Semua bermula pada seorang perempuan bernama Ratna Manggali yang hidup di Daha, Kerajaan Kadiridi Jawadwipa, pada masa kekuasaan Raja Airlangga yang berkuasa pada tahun seribu enam sampai seribu empat puluh dua Masehi, dua ratus tahun sebelum Singhasari berkuasa dan masa pergolakan yang terjadi di kerajaan Songkhra.
Di tahun-tahun akhir masa kekuasaan Airlangga, desa-desa pesisir di wilayah kekuasaan kerajaan Kadiri saat itu menjadi korban angkaramurka sang ibunda dari Ratna Manggali, yaitu Dayu Datu dari Desa Girah, yang kisah dan sejarah kemudian mengenalnya sebagai Nyi Calonarang dan berjuluk Rangda Nateng Girah.
Kemarahan sang ibunda pada dasarnya dipicu oleh penghinaan yang dilakukan masyarakat desa kepada anak perempuan satu-satunya. Penghinaan demi penghinaan berupa ejekan, umpatan dan pelecehan membuat darahnya mendidih dan menggelegak. Orang-orang mencemooh Ratna Manggali karena ia adalah anak seorang penyihir, penguasa ilmu Ngiwa Leak yang sakti dan dianggap kejam dan jahat.
Nyi Calonarang tidak menampik bahwa ia dan murid-muridnya adalah penganut agama Saiwa dan Sakta beraliran Tantra Bhairawa yang melakukan beragam upacara pemujaan kepada dewa Syiwa untuk tidak hanya bertemu dan bersatu dengan sang dewa secara langsung, tetapi juga mendapatkan anugerah kekuatannya. Bukankah tingkat tertinggi dari pengamalan ajaran agama dan tujuan akhir keimanan adalah bersatu dengan para dewa?
Nyi Calonarang tersinggung karena ajaran yang dianutnya dilecehkan dengan menuduh sang putri, Ratna Manggali, adalah anak seorang penyihir.

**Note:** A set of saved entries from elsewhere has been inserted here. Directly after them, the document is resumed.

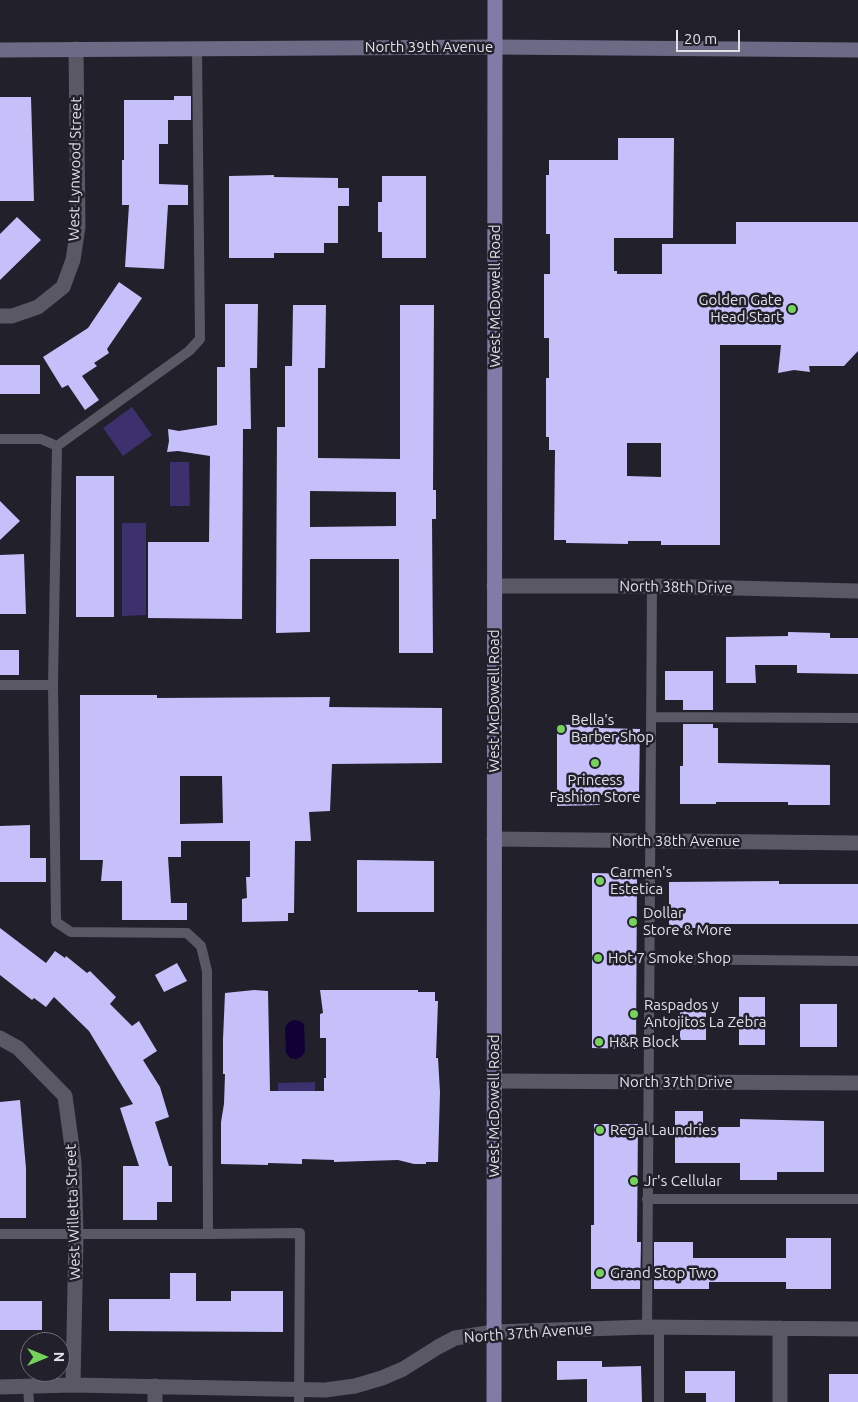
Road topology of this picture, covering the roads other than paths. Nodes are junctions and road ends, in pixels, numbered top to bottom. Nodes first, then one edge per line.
1 (495, 0) edge
2 (495, 47) junction
3 (76, 49) junction
4 (197, 49) junction
5 (0, 50) edge
6 (858, 50) edge
7 (0, 316) edge
8 (0, 439) edge
9 (57, 446) junction
10 (494, 586) junction
11 (652, 586) junction
12 (858, 591) edge
13 (0, 685) edge
14 (53, 685) junction
15 (651, 716) junction
16 (858, 718) edge
17 (494, 839) junction
18 (650, 841) junction
19 (858, 843) edge
20 (649, 959) junction
21 (858, 961) edge
22 (0, 1038) edge
23 (494, 1081) junction
24 (648, 1082) junction
25 (858, 1084) edge
26 (647, 1198) junction
27 (858, 1200) edge
28 (0, 1234) edge
29 (76, 1234) junction
30 (208, 1234) junction
31 (653, 1327) junction
32 (780, 1328) junction
33 (858, 1329) edge
34 (494, 1332) junction
35 (73, 1385) junction
36 (155, 1386) junction
37 (0, 1387) edge
38 (28, 1394) edge
39 (299, 1396) edge
40 (155, 1402) edge
41 (494, 1402) edge
42 (660, 1402) edge
43 (780, 1402) edge

1 - 2 main road, West McDowell Road
2 - 4 street, North 39th Avenue
2 - 6 street, North 39th Avenue
2 - 10 main road, West McDowell Road
3 - 4 street, North 39th Avenue
3 - 5 street, North 39th Avenue
3 - 7 street, West Lynwood Street
4 - 9 lane
8 - 9 lane
9 - 14 lane
10 - 11 street, North 38th Drive
10 - 17 main road, West McDowell Road
11 - 12 street, North 38th Drive
11 - 15 lane
13 - 14 lane
14 - 30 lane
15 - 16 lane
15 - 18 lane
17 - 18 street, North 38th Avenue
17 - 23 main road, West McDowell Road
18 - 19 street, North 38th Avenue
18 - 20 lane
20 - 21 lane
20 - 24 lane
22 - 29 street, West Willetta Street
23 - 24 street, North 37th Drive
23 - 34 main road, West McDowell Road
24 - 25 street, North 37th Drive
24 - 26 lane
26 - 27 lane
26 - 31 lane
28 - 29 lane
29 - 30 lane
29 - 35 street, West Willetta Street
30 - 39 lane
31 - 32 street, North 37th Avenue
31 - 34 street, North 37th Avenue
31 - 42 lane
32 - 33 street, North 37th Avenue
32 - 43 street
34 - 39 street, North 37th Avenue
34 - 41 main road, West McDowell Road
35 - 36 street, North 37th Avenue
35 - 38 street, North 37th Avenue
36 - 39 street, North 37th Avenue
36 - 40 street
37 - 38 street, North 37th Avenue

Hal ini juga dianggap merupakan cerminan tuduhan orang-orang beragama Waisnawa yang menggambarkan ajaran Syiwa-Buda Saiwa-Sakta beraliran Bhairawa sebagai penganut ilmu teluh serta sihir demi kepentingan pribadi mereka.
Bila itu yang mereka pikirkan, maka, Nyi Calonarang siap mengabulkan keinginan atas kehadiran seorang penyihir tersebut.
Pada hari Kajeng Kliwon tepat di tengah malam, dimana setiap orang telah tidur nyenyak tak berani keluar pada hari yang dikeramatkan itu, para bibi dari Ratna Manggali, yaitu para sisya atau murid-murid perempuan sang ibu, keluar dari perguruan. Mereka beterbangan, melompat ke udara dalam bentuk bola-bola dan kelebatan api serta sinar terang.
Udara di desa-desa pesisir mendadak gerah, panas membakar. Gelombang panas di udara tersebar dari lintasan lewat bola dan larik-larik api itu. Anak-anak gelisah dalam tidurnya. Bayi menangis tiba-tiba. Lolongan anjing saling bersahutan bertubrukan dengan suara kaokan goak atau burung gagak riuh rendah. Tidak peduli sedang musim kering, kodok darat berbunyi ramai, berselang-seling dengan suara tokek yang menempel di langit-langit rumah atau pepohonan.
Masyarakat terbangun dengan keganjilan dan rasa takut yang tak beralasan. Mereka mendengar suara-suara binatang yang tumpang-tindih di masa yang tak wajar ini. Mereka juga merasakan hawa panas yang menjadi-jadi. Namun tak ada dari mereka yang berani membuka pintu untuk keluar dan menggusah anjing-anjing liar, atau membuka jendela membiarkan angin sejuk masuk ke dalam rumah.